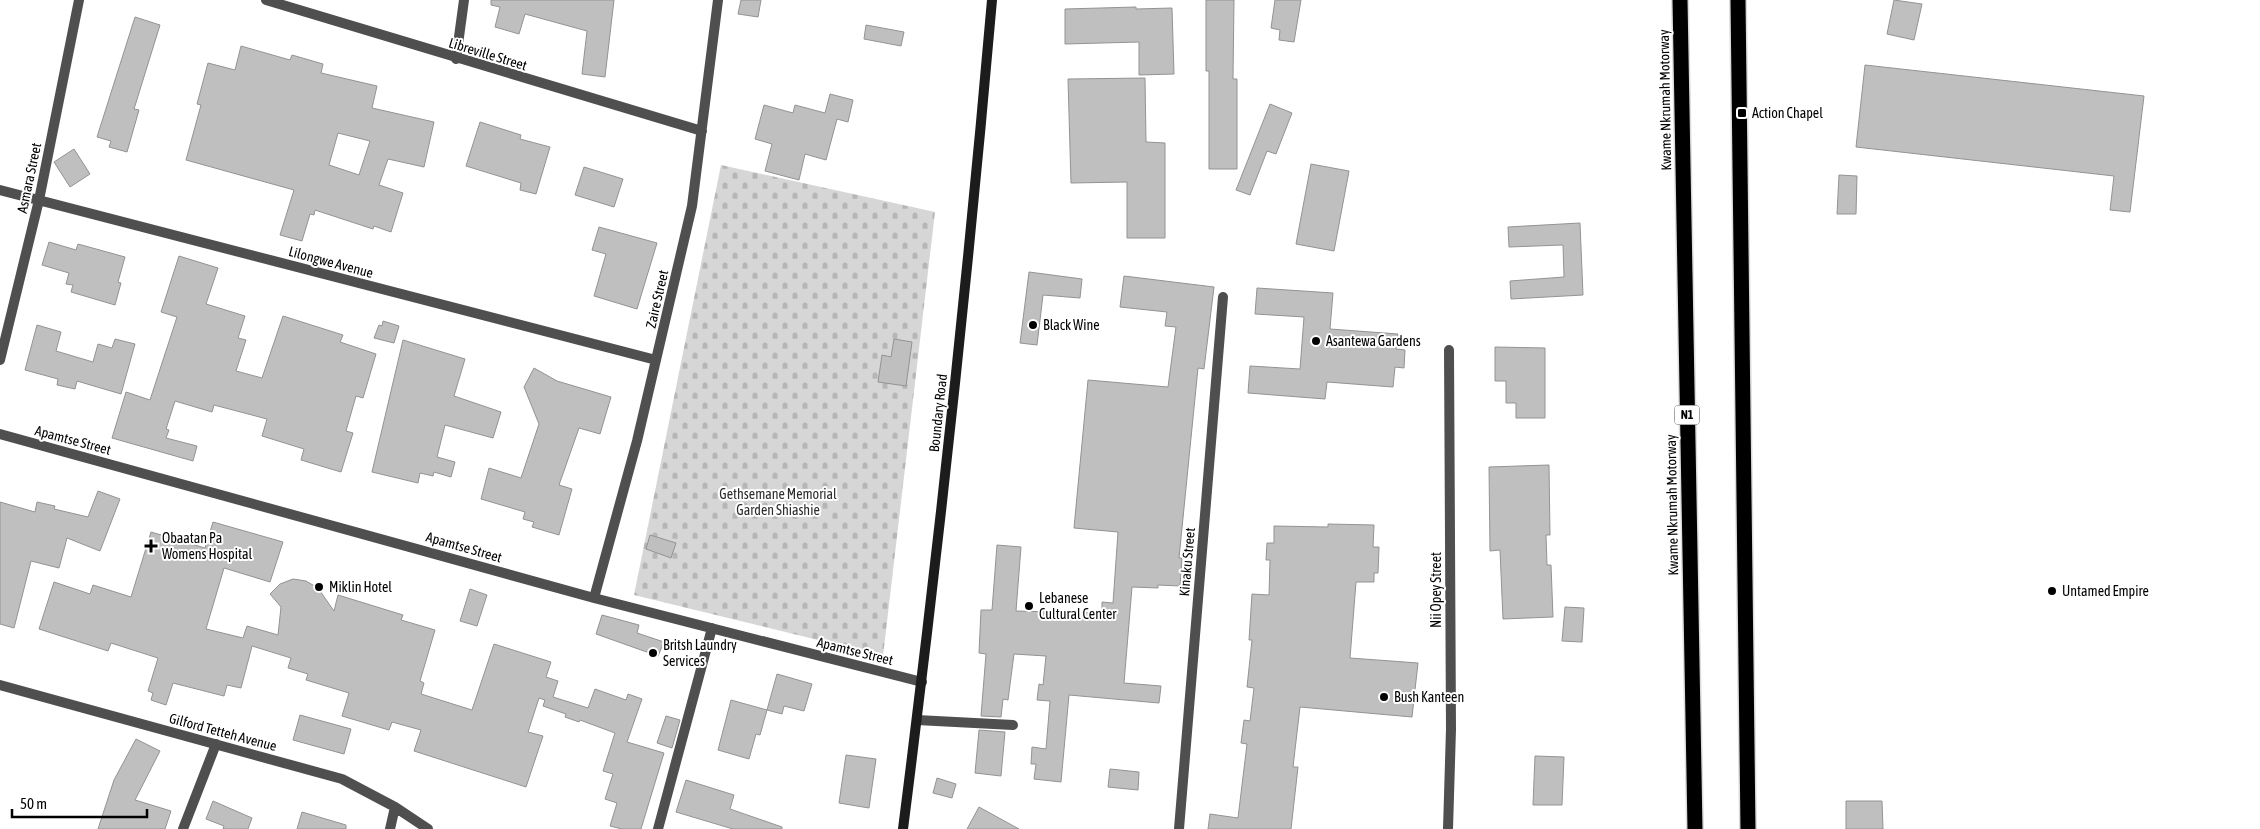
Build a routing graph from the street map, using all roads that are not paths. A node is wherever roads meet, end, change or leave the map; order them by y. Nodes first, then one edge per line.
1 (79, 0) edge
2 (266, 0) edge
3 (464, 0) edge
4 (718, 0) edge
5 (992, 0) edge
6 (1680, 0) edge
7 (1738, 0) edge
8 (456, 59) junction
9 (702, 131) junction
10 (0, 190) edge
11 (39, 200) junction
12 (1223, 297) dead end
13 (1449, 350) dead end
14 (0, 360) edge
15 (656, 360) junction
16 (0, 434) edge
17 (594, 598) junction
18 (712, 628) junction
19 (922, 682) junction
20 (0, 685) edge
21 (917, 720) junction
22 (1013, 725) dead end
23 (216, 744) junction
24 (395, 808) junction
25 (183, 829) edge
26 (390, 829) edge
27 (428, 829) edge
28 (658, 829) edge
29 (903, 829) edge
30 (1179, 829) edge
31 (1448, 829) edge
32 (1695, 829) edge
33 (1748, 829) edge

1 - 11 street, Asmara Street
2 - 8 street, Libreville Street
3 - 8 street
4 - 9 street, Zaire Street
5 - 19 main road, Boundary Road
6 - 32 highway, Kwame Nkrumah Motorway / N1
7 - 33 highway
8 - 9 street, Libreville Street
9 - 15 street, Zaire Street
10 - 11 street, Lilongwe Avenue
11 - 14 street, Asmara Street
11 - 15 street, Lilongwe Avenue
12 - 30 street, Kinaku Street
13 - 31 street, Nii Opey Street
15 - 17 street, Zaire Street
16 - 17 street, Apamtse Street
17 - 18 street, Apamtse Street
18 - 19 street, Apamtse Street
18 - 28 street
19 - 21 main road, Boundary Road
20 - 23 street, Gilford Tetteh Avenue
21 - 22 street
21 - 29 main road, Boundary Road
23 - 24 street, Gilford Tetteh Avenue
23 - 25 street
24 - 26 street
24 - 27 street, Gilford Tetteh Avenue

Exercise instructions -> Repeat the data exactly. Pictures should not appear.

Answer section ->
Build a routing graph from the street map, using all roads that are not paths. A node is wherever roads meet, end, change or leave the map; order them by y. Nodes first, then one edge per line.
1 (79, 0) edge
2 (266, 0) edge
3 (464, 0) edge
4 (718, 0) edge
5 (992, 0) edge
6 (1680, 0) edge
7 (1738, 0) edge
8 (456, 59) junction
9 (702, 131) junction
10 (0, 190) edge
11 (39, 200) junction
12 (1223, 297) dead end
13 (1449, 350) dead end
14 (0, 360) edge
15 (656, 360) junction
16 (0, 434) edge
17 (594, 598) junction
18 (712, 628) junction
19 (922, 682) junction
20 (0, 685) edge
21 (917, 720) junction
22 (1013, 725) dead end
23 (216, 744) junction
24 (395, 808) junction
25 (183, 829) edge
26 (390, 829) edge
27 (428, 829) edge
28 (658, 829) edge
29 (903, 829) edge
30 (1179, 829) edge
31 (1448, 829) edge
32 (1695, 829) edge
33 (1748, 829) edge

1 - 11 street, Asmara Street
2 - 8 street, Libreville Street
3 - 8 street
4 - 9 street, Zaire Street
5 - 19 main road, Boundary Road
6 - 32 highway, Kwame Nkrumah Motorway / N1
7 - 33 highway
8 - 9 street, Libreville Street
9 - 15 street, Zaire Street
10 - 11 street, Lilongwe Avenue
11 - 14 street, Asmara Street
11 - 15 street, Lilongwe Avenue
12 - 30 street, Kinaku Street
13 - 31 street, Nii Opey Street
15 - 17 street, Zaire Street
16 - 17 street, Apamtse Street
17 - 18 street, Apamtse Street
18 - 19 street, Apamtse Street
18 - 28 street
19 - 21 main road, Boundary Road
20 - 23 street, Gilford Tetteh Avenue
21 - 22 street
21 - 29 main road, Boundary Road
23 - 24 street, Gilford Tetteh Avenue
23 - 25 street
24 - 26 street
24 - 27 street, Gilford Tetteh Avenue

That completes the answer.